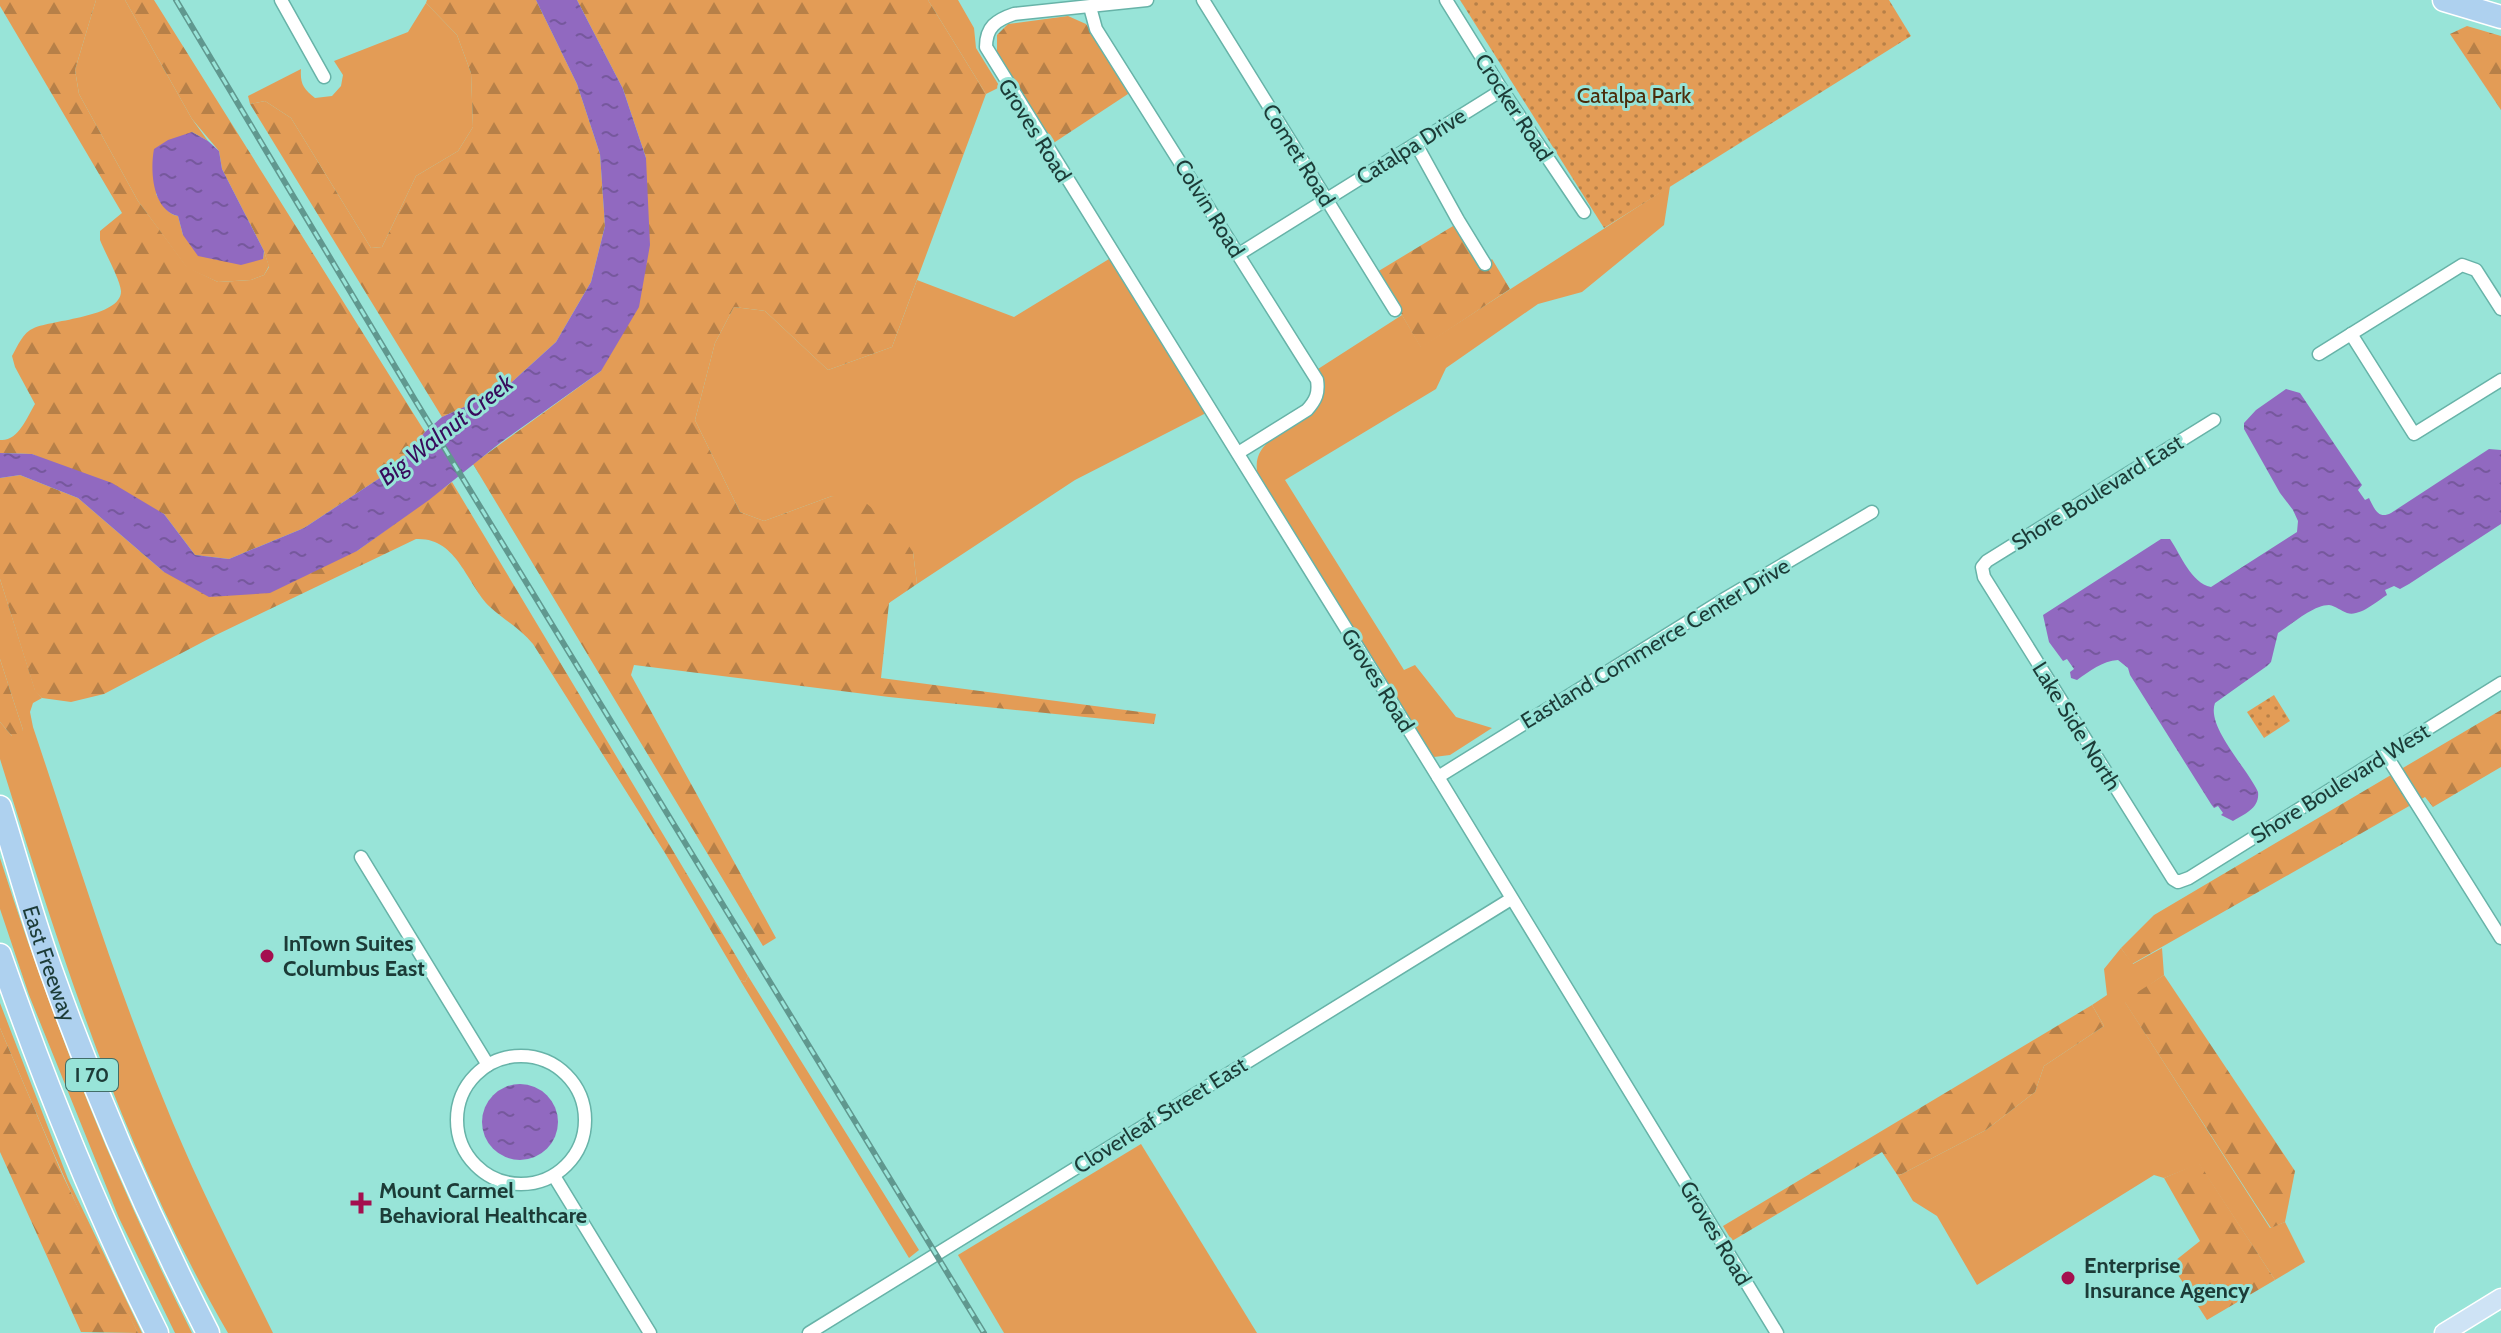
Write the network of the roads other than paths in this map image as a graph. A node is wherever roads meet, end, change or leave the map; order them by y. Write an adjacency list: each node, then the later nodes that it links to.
1 (281, 0): 8 (street)
2 (1147, 0): 6 (street)
3 (1203, 0): 11 (street, Comet Road)
4 (1446, 0): 9 (street, Crocker Road)
5 (2444, 0): 7 (highway)
6 (1090, 7): 13 (street, Colvin Road); 21 (street, Groves Road)
7 (2501, 17)
8 (324, 77)
9 (1502, 90): 10 (street, Catalpa Drive); 12 (street, Crocker Road)
10 (1416, 144): 11 (street, Catalpa Drive); 14 (street)
11 (1326, 199): 13 (street, Catalpa Drive); 16 (street, Comet Road)
12 (1584, 212)
13 (1239, 254): 21 (street, Colvin Road)
14 (1485, 264)
15 (2501, 309): 17 (street)
16 (1395, 310)
17 (2351, 334): 18 (street); 19 (street)
18 (2319, 354)
19 (2501, 380)
20 (2214, 420): 23 (street, Shore Boulevard East)
21 (1238, 453): 26 (street, Groves Road)
22 (1872, 512): 26 (street, Eastland Commerce Center Drive)
23 (1982, 567): 29 (street, Lake Side North)
24 (2501, 683): 25 (street, Shore Boulevard West)
25 (2386, 755): 29 (street, Shore Boulevard West); 31 (street)
26 (1438, 777): 30 (street, Groves Road)
27 (0, 807): 37 (highway, East Freeway / I 70)
28 (361, 857): 33 (street)
29 (2178, 882)
30 (1511, 899): 39 (street, Cloverleaf Street East); 40 (street, Groves Road)
31 (2501, 938)
32 (0, 955): 36 (highway, East Freeway / I 70)
33 (488, 1065): 34 (street); 34 (street)
34 (554, 1176): 38 (street)
35 (2501, 1298): 41 (main road)
36 (157, 1333)
37 (208, 1333)
38 (650, 1333)
39 (809, 1333)
40 (1777, 1333)
41 (2444, 1333)

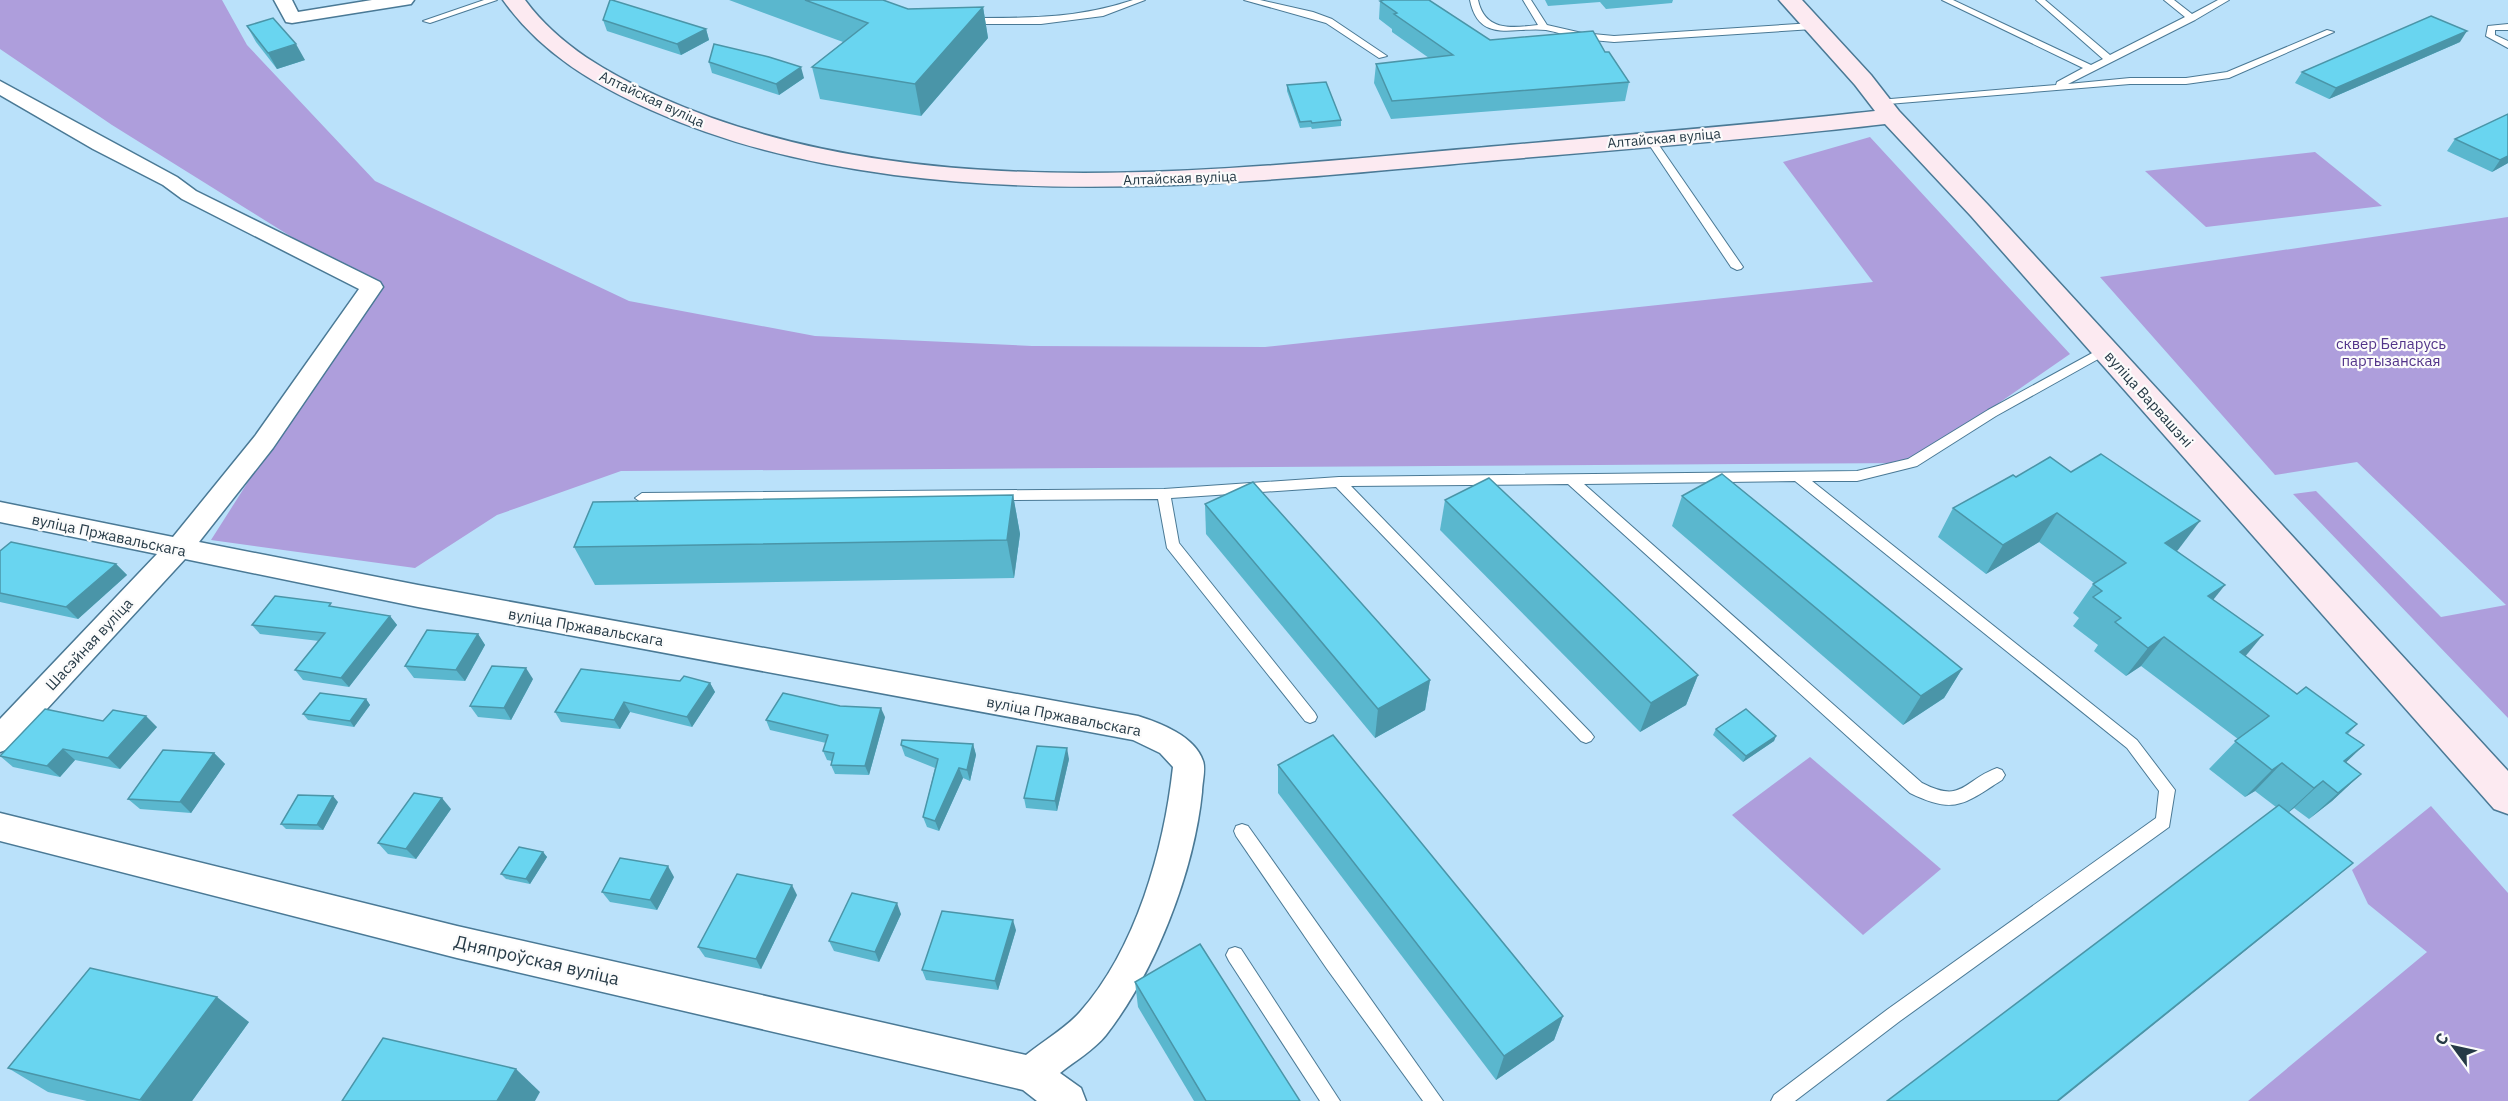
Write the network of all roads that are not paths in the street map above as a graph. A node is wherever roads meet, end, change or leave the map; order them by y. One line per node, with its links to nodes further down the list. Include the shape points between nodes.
1 (284, 0): 2 (street, via 291,18)
2 (405, 0)
3 (493, 0): 15 (lane)
4 (514, 0): 28 (main road, Алтайская вуліца, via 529,22 577,62 677,114 757,142 913,171 1089,182 1213,178)
5 (1141, 0): 16 (lane, via 1103,13 1041,21)
6 (1248, 0): 22 (lane, via 1329,21)
7 (1474, 0): 18 (lane, via 1478,15 1503,29)
8 (1527, 0): 18 (lane)
9 (1790, 0): 17 (main road, вуліца Варвашэні)
10 (1946, 0): 24 (lane)
11 (2040, 0): 23 (lane)
12 (2168, 0): 14 (lane)
13 (2225, 0): 14 (lane)
14 (2192, 18): 23 (lane)
15 (427, 21)
16 (957, 21)
17 (1813, 26): 18 (lane, via 1614,39); 27 (main road, вуліца Варвашэні)
18 (1544, 27)
19 (2508, 27): 21 (lane, via 2491,28 2489,32)
20 (2331, 32): 26 (lane, via 2229,75 2187,81)
21 (2508, 45)
22 (1382, 56)
23 (2109, 59): 24 (lane)
24 (2090, 68): 26 (lane)
25 (0, 87): 37 (street, Шасэйная вуліца, via 189,195 372,286 264,441)
26 (2052, 87): 27 (lane)
27 (1885, 109): 28 (main road, Алтайская вуліца); 30 (main road, вуліца Варвашэні)
28 (1651, 140): 29 (lane)
29 (1737, 267)
30 (2105, 350): 31 (lane, via 1912,463 1857,476); 42 (main road, вуліца Варвашэні)
31 (1798, 477): 32 (lane); 50 (lane, via 2132,744 2168,790 2163,822)
32 (1571, 479): 33 (lane); 41 (lane, via 1916,788 1934,798 1953,801)
33 (1339, 482): 34 (lane); 39 (lane)
34 (1164, 494): 35 (lane); 38 (lane, via 1172,544)
35 (642, 498)
36 (0, 512): 37 (street, вуліца Пржавальскага)
37 (178, 549): 40 (street, Шасэйная вуліца); 46 (street, вуліца Пржавальскага, via 1138,728 1171,744 1189,763 1184,810 1160,902 1127,973 1092,1025)
38 (1310, 717)
39 (1586, 737)
40 (0, 739)
41 (1997, 775)
42 (2508, 797)
43 (0, 827): 46 (street, Дняпроўская вуліца, via 457,942)
44 (1242, 831): 49 (lane)
45 (1236, 955): 48 (lane)
46 (1030, 1074): 47 (street, Дняпроўская вуліца)
47 (1068, 1101)
48 (1331, 1101)
49 (1434, 1101)
50 (1780, 1101)

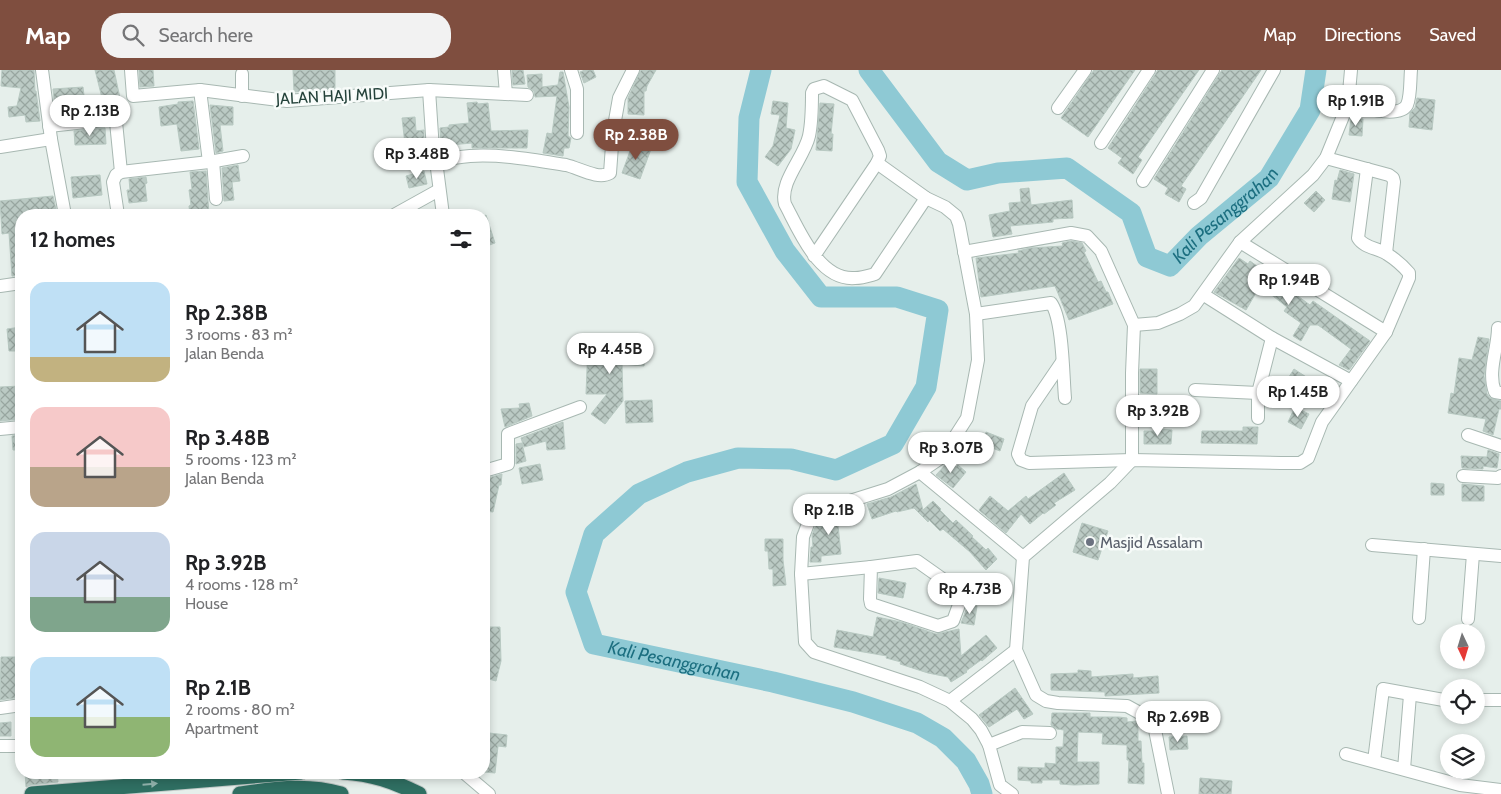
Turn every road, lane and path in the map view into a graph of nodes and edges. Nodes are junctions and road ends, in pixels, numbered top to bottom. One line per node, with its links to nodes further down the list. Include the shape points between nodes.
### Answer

**WORK TO BE COMPLETED**
Please provide an exact transcription of each line from the one holding "Turn every road, lane" through the final line of the data above.

**RESULT**
Turn every road, lane and path in the map view into a graph of nodes and edges. Nodes are junctions and road ends, in pixels, numbered top to bottom. One line per node, with its links to nodes further down the list. Include the shape points between nodes.
### Answer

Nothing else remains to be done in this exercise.